- _Activity_: An exact retyping of all lines below is the answer; pictures do not belong in it.

- _Dataset content_:

-------------------------

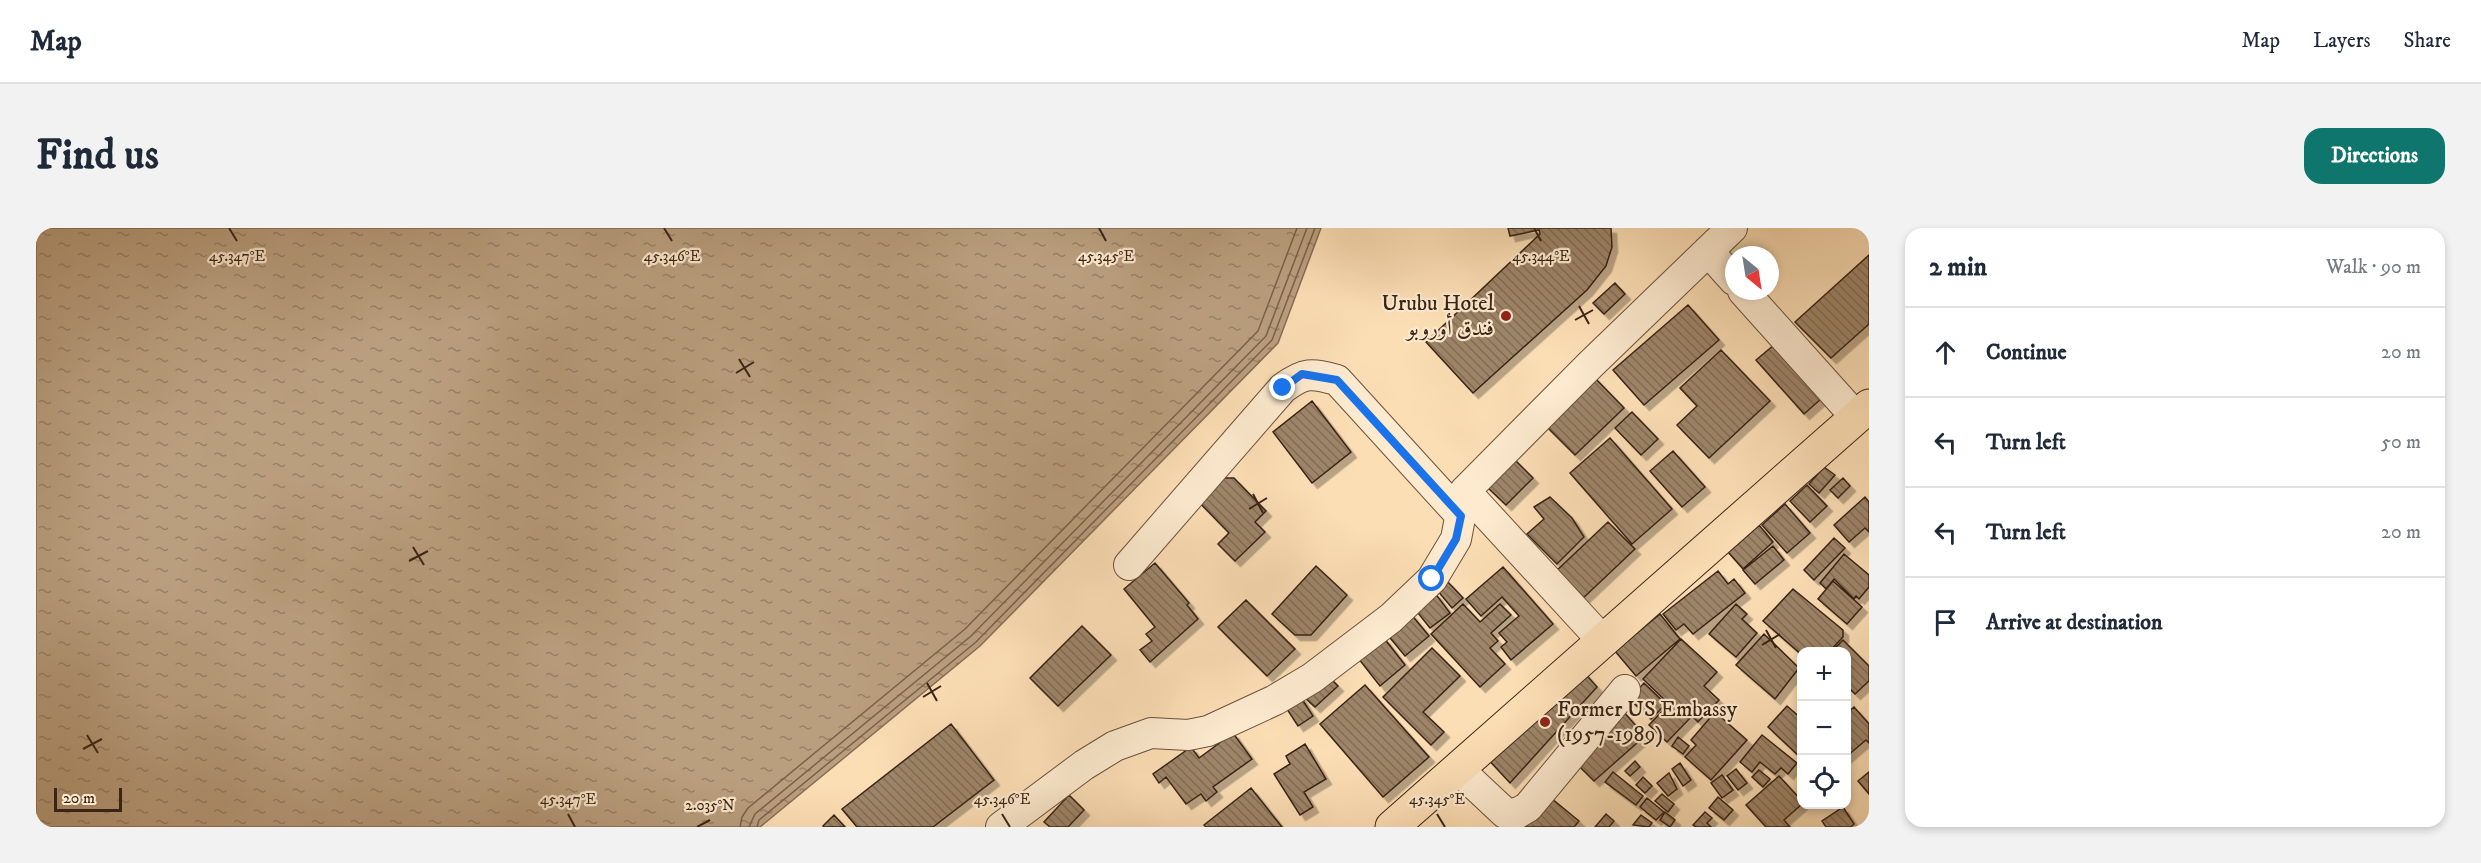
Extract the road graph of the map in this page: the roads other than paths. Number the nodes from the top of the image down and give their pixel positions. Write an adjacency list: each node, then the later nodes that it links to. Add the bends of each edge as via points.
1 (1732, 228): 2 (street)
2 (1708, 251): 3 (street); 6 (street)
3 (1725, 270)
4 (1752, 300): 5 (street)
5 (1862, 412): 8 (main road)
6 (1463, 503): 7 (street, via 1337,380 1302,374 1283,388); 8 (street); 11 (street, via 1456,539 1432,579 1391,618 1312,678 1208,731 1188,735 1151,733 1115,746 1084,765)
7 (1129, 565)
8 (1603, 641): 10 (main road)
9 (1625, 690): 10 (street, via 1528,807 1516,813 1505,813)
10 (1458, 769): 12 (main road)
11 (1013, 824)
12 (1392, 827)

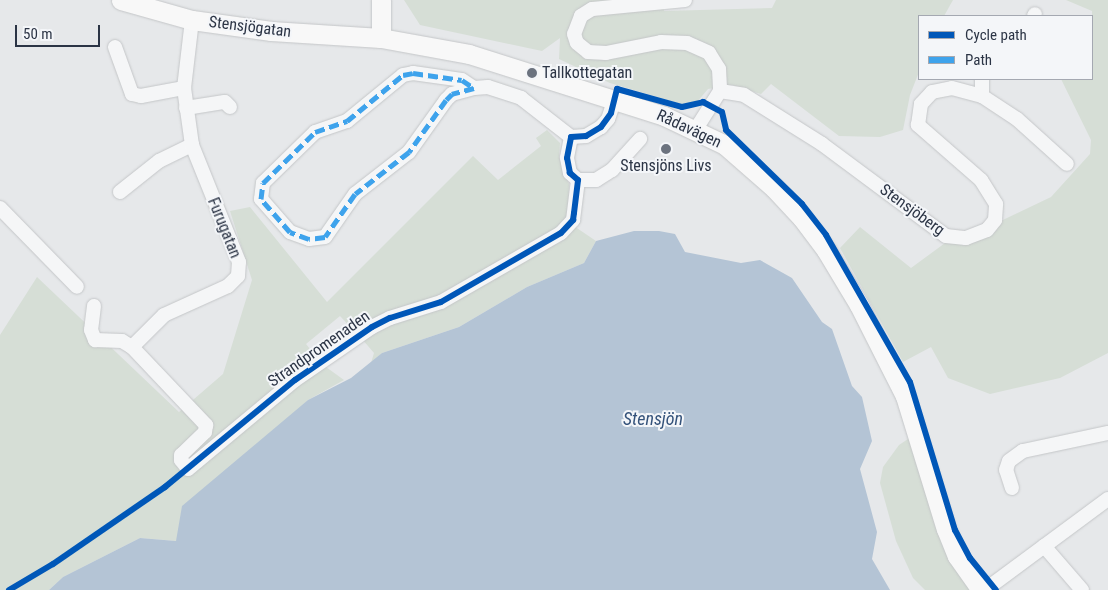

-------------------------

- _Result for this exercise_:
Extract the road graph of the map in this page: the roads other than paths. Number the nodes from the top of the image down and give their pixel positions. Write an adjacency list: each node, then the later nodes that it links to. Add the bends of each edge as via points.
1 (1732, 228): 2 (street)
2 (1708, 251): 3 (street); 6 (street)
3 (1725, 270)
4 (1752, 300): 5 (street)
5 (1862, 412): 8 (main road)
6 (1463, 503): 7 (street, via 1337,380 1302,374 1283,388); 8 (street); 11 (street, via 1456,539 1432,579 1391,618 1312,678 1208,731 1188,735 1151,733 1115,746 1084,765)
7 (1129, 565)
8 (1603, 641): 10 (main road)
9 (1625, 690): 10 (street, via 1528,807 1516,813 1505,813)
10 (1458, 769): 12 (main road)
11 (1013, 824)
12 (1392, 827)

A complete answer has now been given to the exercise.